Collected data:

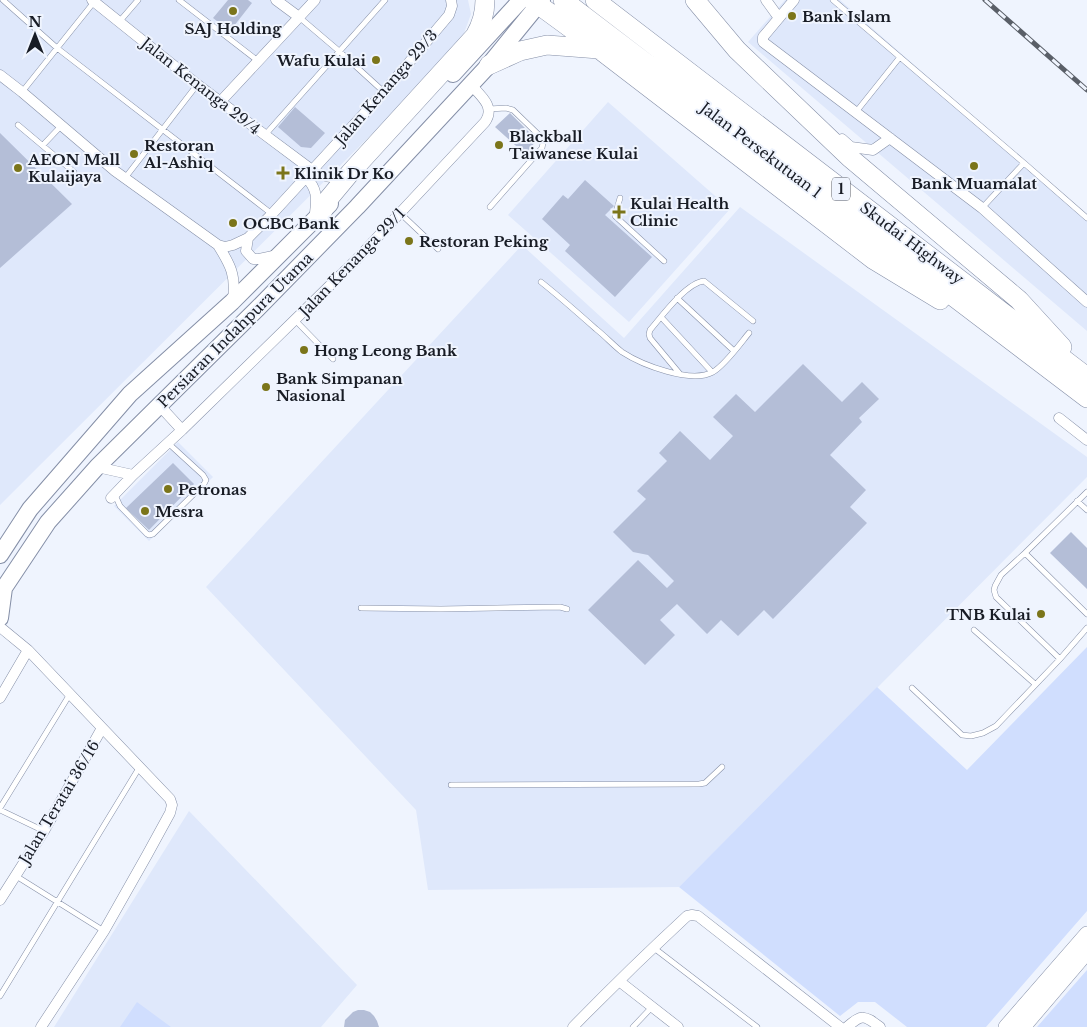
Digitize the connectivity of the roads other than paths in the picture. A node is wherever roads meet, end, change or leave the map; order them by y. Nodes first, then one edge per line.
1 (3, 0) edge
2 (138, 0) edge
3 (179, 0) edge
4 (276, 0) edge
5 (315, 0) edge
6 (385, 0) edge
7 (451, 0) edge
8 (485, 0) edge
9 (563, 0) edge
10 (595, 0) edge
11 (695, 0) edge
12 (766, 0) edge
13 (794, 0) edge
14 (833, 0) edge
15 (93, 1) edge
16 (533, 1) edge
17 (299, 17) junction
18 (779, 18) junction
19 (119, 22) junction
20 (58, 48) junction
21 (599, 48) junction
22 (339, 51) junction
23 (900, 57) junction
24 (258, 61) junction
25 (489, 65) junction
26 (0, 75) edge
27 (772, 82) junction
28 (470, 84) junction
29 (198, 85) junction
30 (22, 92) junction
31 (384, 92) junction
32 (221, 101) junction
33 (489, 109) junction
34 (856, 113) junction
35 (18, 124) dead end
36 (62, 126) junction
37 (163, 129) junction
38 (265, 134) junction
39 (890, 138) junction
40 (43, 145) junction
41 (1024, 163) junction
42 (74, 172) dead end
43 (350, 173) junction
44 (309, 174) junction
45 (125, 178) junction
46 (620, 198) dead end
47 (490, 207) dead end
48 (982, 208) junction
49 (400, 213) junction
50 (272, 214) junction
51 (318, 217) junction
52 (1087, 218) edge
53 (248, 238) junction
54 (218, 245) junction
55 (438, 249) dead end
56 (281, 254) junction
57 (664, 261) dead end
58 (541, 282) dead end
59 (677, 298) junction
60 (232, 302) junction
61 (1087, 302) edge
62 (661, 317) junction
63 (295, 320) junction
64 (753, 321) dead end
65 (749, 333) dead end
66 (734, 351) junction
67 (1031, 355) junction
68 (333, 360) dead end
69 (712, 372) junction
70 (680, 375) junction
71 (1087, 376) edge
72 (1087, 398) edge
73 (159, 405) junction
74 (1059, 418) dead end
75 (182, 430) junction
76 (1087, 440) edge
77 (168, 443) junction
78 (97, 467) junction
79 (134, 475) junction
80 (1087, 492) edge
81 (113, 496) joint
82 (1077, 501) junction
83 (1087, 510) edge
84 (1025, 554) junction
85 (0, 555) edge
86 (2, 591) edge
87 (361, 608) dead end
88 (567, 609) dead end
89 (1087, 614) edge
90 (0, 618) edge
91 (0, 626) edge
92 (1087, 628) edge
93 (974, 630) dead end
94 (28, 650) junction
95 (1060, 659) junction
96 (1035, 684) junction
97 (912, 688) dead end
98 (70, 694) junction
99 (0, 698) edge
100 (102, 728) junction
101 (140, 767) junction
102 (722, 767) dead end
103 (451, 785) dead end
104 (0, 809) edge
105 (44, 831) junction
106 (15, 876) junction
107 (0, 900) edge
108 (57, 902) junction
109 (104, 931) junction
110 (1087, 934) edge
111 (654, 947) junction
112 (1087, 952) edge
113 (619, 981) junction
114 (0, 996) edge
115 (652, 1007) junction
116 (41, 1027) edge
117 (574, 1027) edge
118 (633, 1027) edge
119 (678, 1027) edge
120 (757, 1027) edge
121 (840, 1027) edge
122 (847, 1027) edge
123 (880, 1027) edge
124 (1006, 1027) edge
125 (1023, 1027) edge

1 - 20 lane
2 - 19 lane
3 - 24 lane
4 - 17 street
5 - 17 street
6 - 22 lane
7 - 31 street, Jalan Kenanga 29/3
8 - 43 highway
9 - 67 highway, Jalan Persekutuan 1 / 1
10 - 71 highway, Skudai Highway / 1
11 - 27 highway
12 - 18 street
13 - 18 street
14 - 23 lane
15 - 19 street, Jalan Kenanga 29/4
15 - 20 lane
16 - 21 highway
16 - 25 main road, Persiaran Indahpura Utama
16 - 51 main road, Persiaran Indahpura Utama
17 - 22 lane
17 - 24 street
18 - 34 street
19 - 29 street, Jalan Kenanga 29/4
20 - 30 lane
20 - 37 lane
21 - 25 highway
21 - 67 highway
22 - 31 lane
22 - 38 lane
23 - 34 lane
23 - 41 lane
24 - 32 street
25 - 28 main road, Persiaran Indahpura Utama
26 - 30 street
27 - 39 street
27 - 71 highway
28 - 33 street
28 - 73 main road, Persiaran Indahpura Utama
29 - 32 street, Jalan Kenanga 29/4
29 - 37 lane
30 - 36 street
31 - 44 street, Jalan Kenanga 29/3
32 - 38 street, Jalan Kenanga 29/4
33 - 47 lane
33 - 49 street, Jalan Kenanga 29/1
34 - 39 street
35 - 40 lane
36 - 40 lane
36 - 45 street
37 - 45 lane
37 - 50 lane
38 - 44 street, Jalan Kenanga 29/4
39 - 48 street
40 - 42 lane
41 - 48 lane
41 - 52 lane
43 - 44 street
43 - 51 highway
44 - 50 street, Jalan Kenanga 29/3
44 - 51 street
45 - 54 street
46 - 57 lane
48 - 61 street
49 - 55 lane
49 - 63 street, Jalan Kenanga 29/1
50 - 53 street, Jalan Kenanga 29/3
51 - 56 main road, Persiaran Indahpura Utama
53 - 54 street
53 - 56 street
54 - 60 street
56 - 60 main road, Persiaran Indahpura Utama
58 - 70 lane
59 - 62 lane
59 - 64 lane
59 - 66 lane
60 - 85 main road, Persiaran Indahpura Utama
62 - 69 lane
62 - 70 lane
63 - 68 lane
63 - 75 street, Jalan Kenanga 29/1
65 - 66 lane
66 - 69 lane
67 - 72 highway, 1
69 - 70 lane
73 - 75 street
73 - 78 main road, Persiaran Indahpura Utama
74 - 76 street
75 - 77 street, Jalan Kenanga 29/1
77 - 79 street, Jalan Kenanga 29/1
77 - 81 lane
78 - 79 street
78 - 86 main road, Persiaran Indahpura Utama
79 - 81 street, Jalan Kenanga 29/1
80 - 82 lane
82 - 83 lane
82 - 84 lane
84 - 89 lane
84 - 95 lane
86 - 90 main road
87 - 88 lane
91 - 94 street
92 - 95 lane
93 - 96 lane
94 - 98 street
94 - 99 street
95 - 96 lane
96 - 97 lane
98 - 100 street
98 - 104 lane
100 - 101 street
100 - 105 street, Jalan Teratai 36/16
101 - 108 lane
101 - 109 street
102 - 103 lane
104 - 105 lane
105 - 106 street, Jalan Teratai 36/16
106 - 107 street, Jalan Teratai 36/16
106 - 108 lane
108 - 109 lane
108 - 114 lane
109 - 116 street
110 - 124 street
111 - 113 street
111 - 120 lane
111 - 121 street
112 - 125 street
113 - 115 street
113 - 117 street
115 - 118 lane
115 - 119 street
122 - 123 street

### PROBLEM REQUIREMENTS
Each line in the records that carries "Persiaran" must be copied out.

### PROBLEM SOLUTION
16 - 25 main road, Persiaran Indahpura Utama
16 - 51 main road, Persiaran Indahpura Utama
25 - 28 main road, Persiaran Indahpura Utama
28 - 73 main road, Persiaran Indahpura Utama
51 - 56 main road, Persiaran Indahpura Utama
56 - 60 main road, Persiaran Indahpura Utama
60 - 85 main road, Persiaran Indahpura Utama
73 - 78 main road, Persiaran Indahpura Utama
78 - 86 main road, Persiaran Indahpura Utama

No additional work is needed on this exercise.